Now that the specifications for engines and chassis in the 2012 IZOD IndyCar Series season have been released, manufacturers have 18 months to throw together programs before the start of that season. The current Dallara-Hondas will see a lame duck year in 2011 before giving way to brand new equipment the following year.
Dallara will now build the "IndyCar Safety Cell," which is for all intents and purposes the chassis of the car. Aerodynamic parts such as wings, sidepods, and engine cowlings, however, may be crafted by any manufacturer willing to adhere to certain league standards for cost, safety, and availability. These parts must not exceed $70,000 in cost, be open to all teams, and pass certain safety tests before the league will approve them for on-track competition.
This decision, announced today by the ICONIC committee, preserves the relative fairness of a one-chassis system, while still emphasizing aerodynamic innovation and variability. Every car on the track will likely no longer look the same, unless one manufacturer's aero kit far surpasses the rest - and even then, because teams may only use two of these packages per year, the teams that guess wrong will be stuck.
The new engines will be even more of an open-source system. ICONIC set maximum parameters of 2.4 cubic liters of displacement, six cylinders, and 700 horsepower, while also mandating that the new engines will be turbocharged. Theoretically, any engine meeting these standards can take to the track in 2012.

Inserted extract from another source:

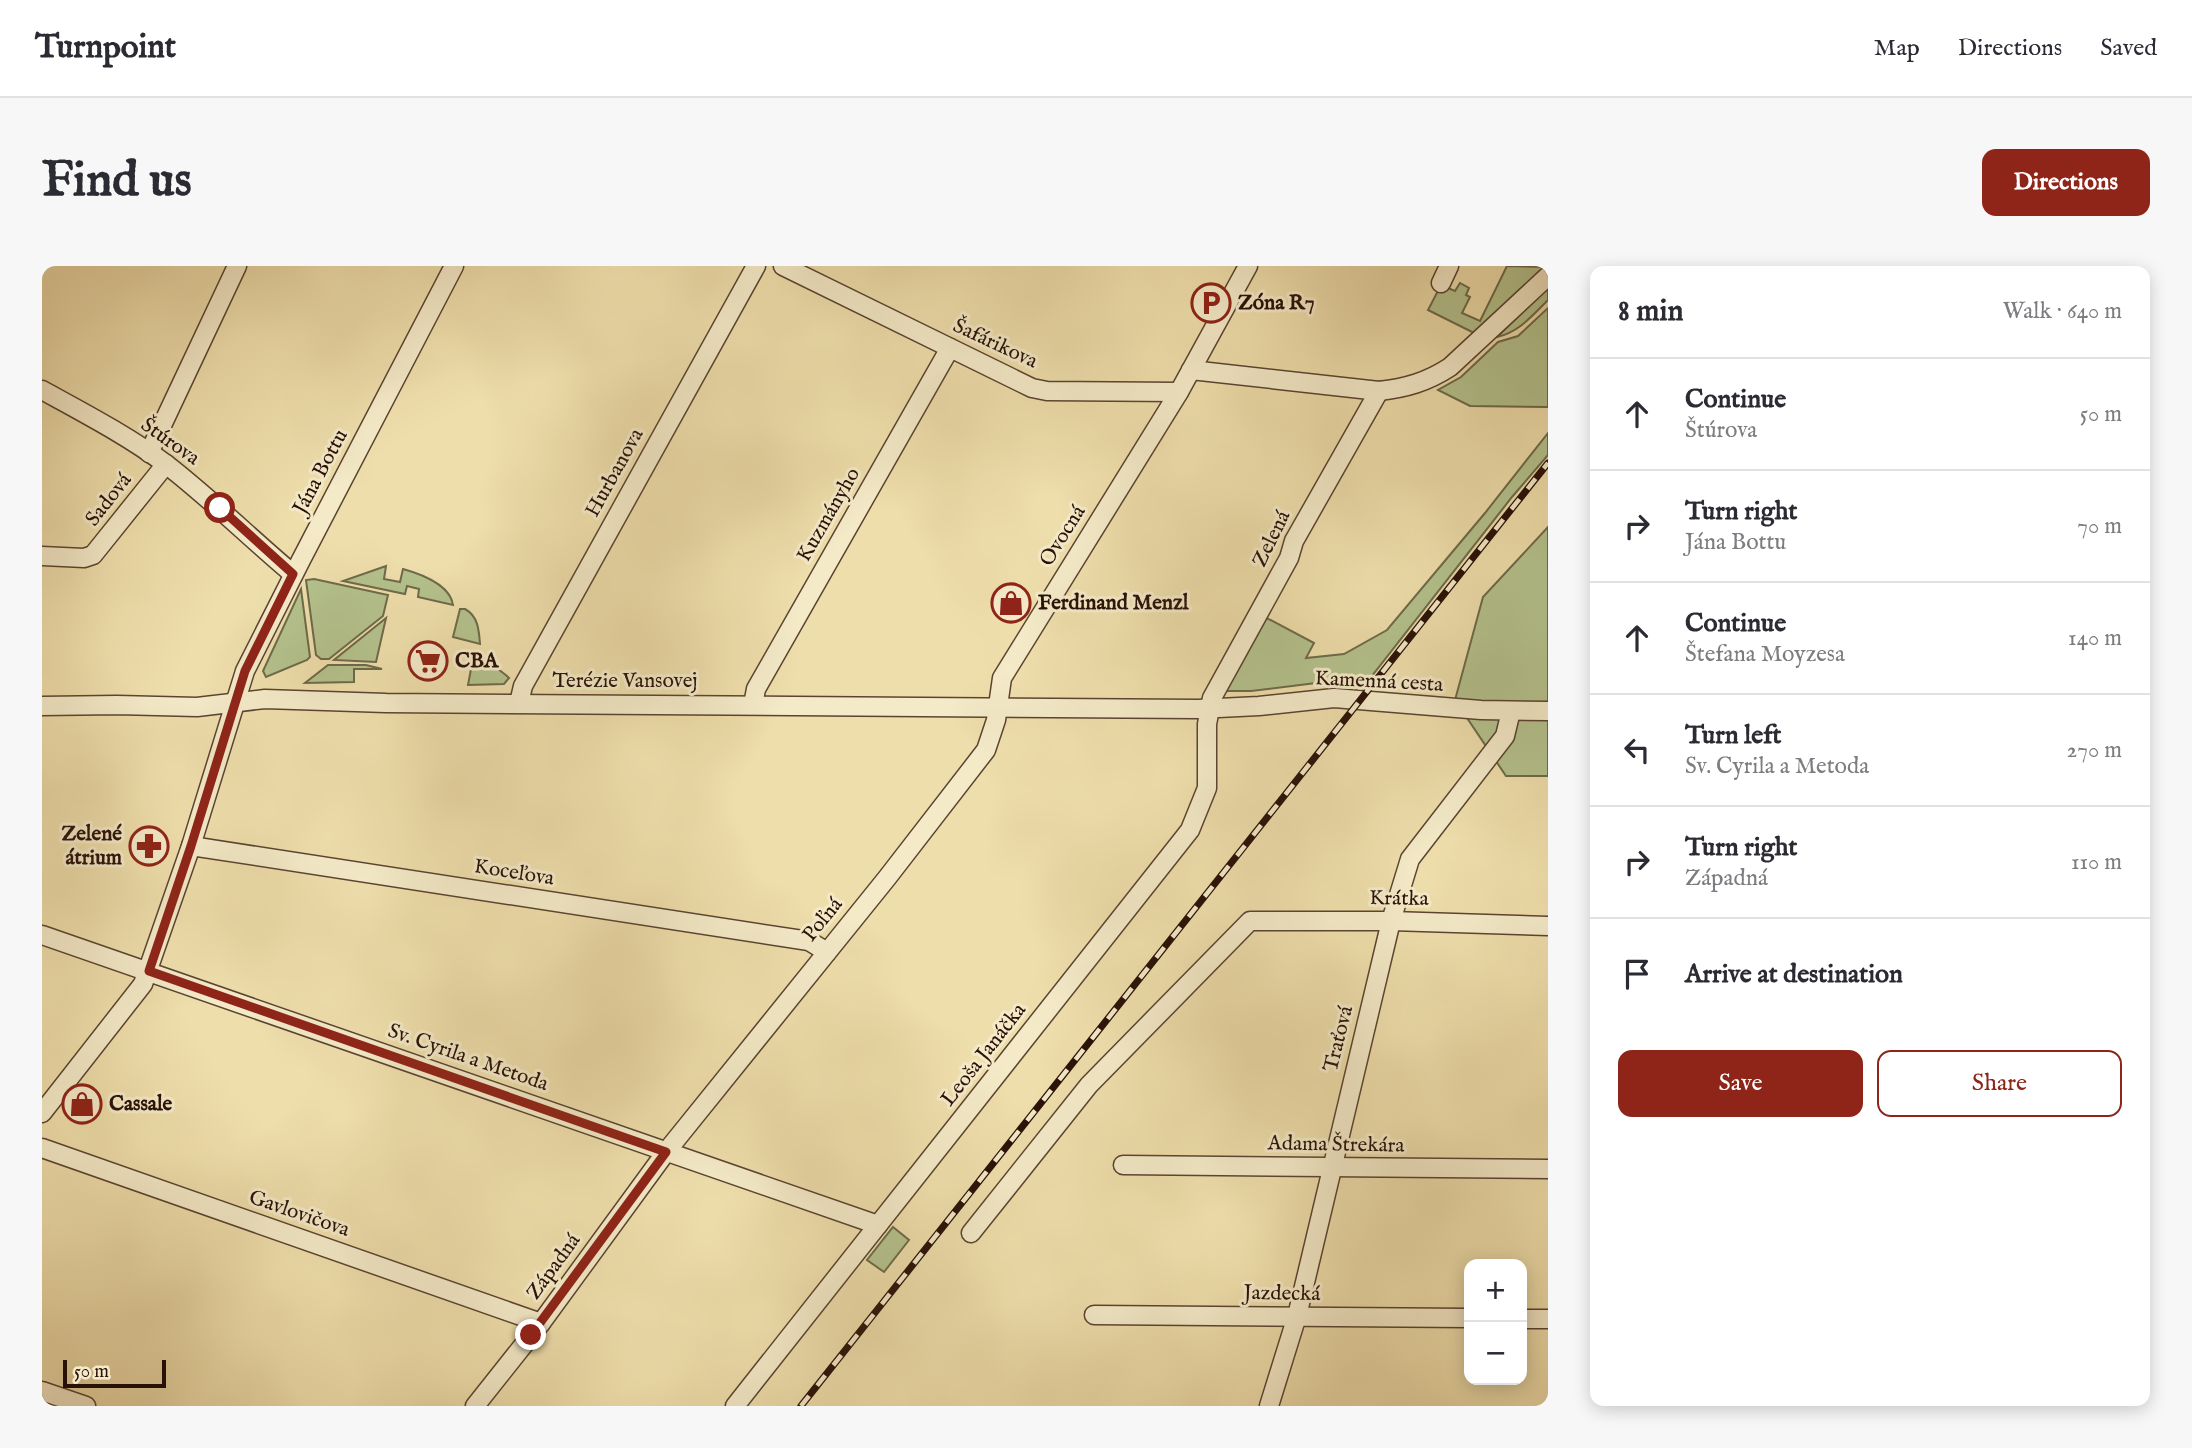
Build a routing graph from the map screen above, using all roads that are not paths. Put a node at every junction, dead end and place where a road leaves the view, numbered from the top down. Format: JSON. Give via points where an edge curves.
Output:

Honda will be back for sure, producing a brand new engine that will likely adhere to the maximum parameters. Cosworth, too, will probably be back, with the engine company co-owned by KV Racing Technology principal Kevin Kalkhoven likely producing Lotus-branded motors for KV. Ford, Chevrolet, and members of the Volkswagen and Fiat conglomerates have also been rumored at various stages of the game to be mulling the production of IndyCar engines.
One brand that stands out, however, is Mazda.
For a moment, forget about the existing Mazda racing engines, and simply consider Mazda's most recent racing involvement. They were the sole engine supplier for two feeder series, the now-defunct Atlantic Championship and the Star Mazda Championship, the latter of which currently operates under the IRL's Road to Indy banner. They sponsor the development of plenty of top young talent - recent open-wheel drivers to progress through the ranks in Mazdas include John Edwards, Adam Christodoulou, Jonathan Bomarito, Simona de Silvestro, and Conor Daly.
The first three drivers, however, have shifted their focus to sports car racing in a poor market for open-wheel development drivers. They all remain Mazda-backed, but instead of having come to IndyCar, they compete in the Rolex Sports Car Series for SpeedSource. You can bet that if the 2012 system was in place right now, and Mazda had a team established in IndyCar instead, every single one of those drivers would still be in open-wheel. Sports car racing just became a necessity when the ladder broke.
But with the new 2012 system, Mazda can bring some of its sports car folks over to IndyCar, including ex-Atlantic champions Newman Wachs Racing and longtime sports car stalwarts Dyson Racing, to give their development drivers a prestigious end to the ladder. Instead of the monetary prizes offered in past Atlantic and Star Mazda championships, the prize can be a drive for Mazda's IndyCar program. Even if the program did not win races, it could at least serve as a stepping stone for drivers within the big series to go to bigger teams, much as Will Power went from KV to Team Penske and E.J. Viso went from HVM Racing to KV.
As for the motor, there is another reason why Mazda makes a perfect fit: it already has a 2.0-liter turbocharged I4 in competition in the American Le Mans Series. While the motor, which is powered by BP isobutanol and runs in Dyson Racing's closed-cockpit LMP2, would require a handful of changes (especially in the fuel department) to work in IndyCar, it would be a cost-effective option due to the smaller amount of development work required.
A Mazda IndyCar team in 2012 would provide Edwards and Christodoulou with the means to reach their open-wheel goals, give its development drivers in lower series a goal for which to shoot, and perhaps keep Daly in America for another year before he heads off to Formula 1 as many expect. The brand seems one of the best fits for IndyCar competition in 2012, and they are certainly at the top of my personal wish list.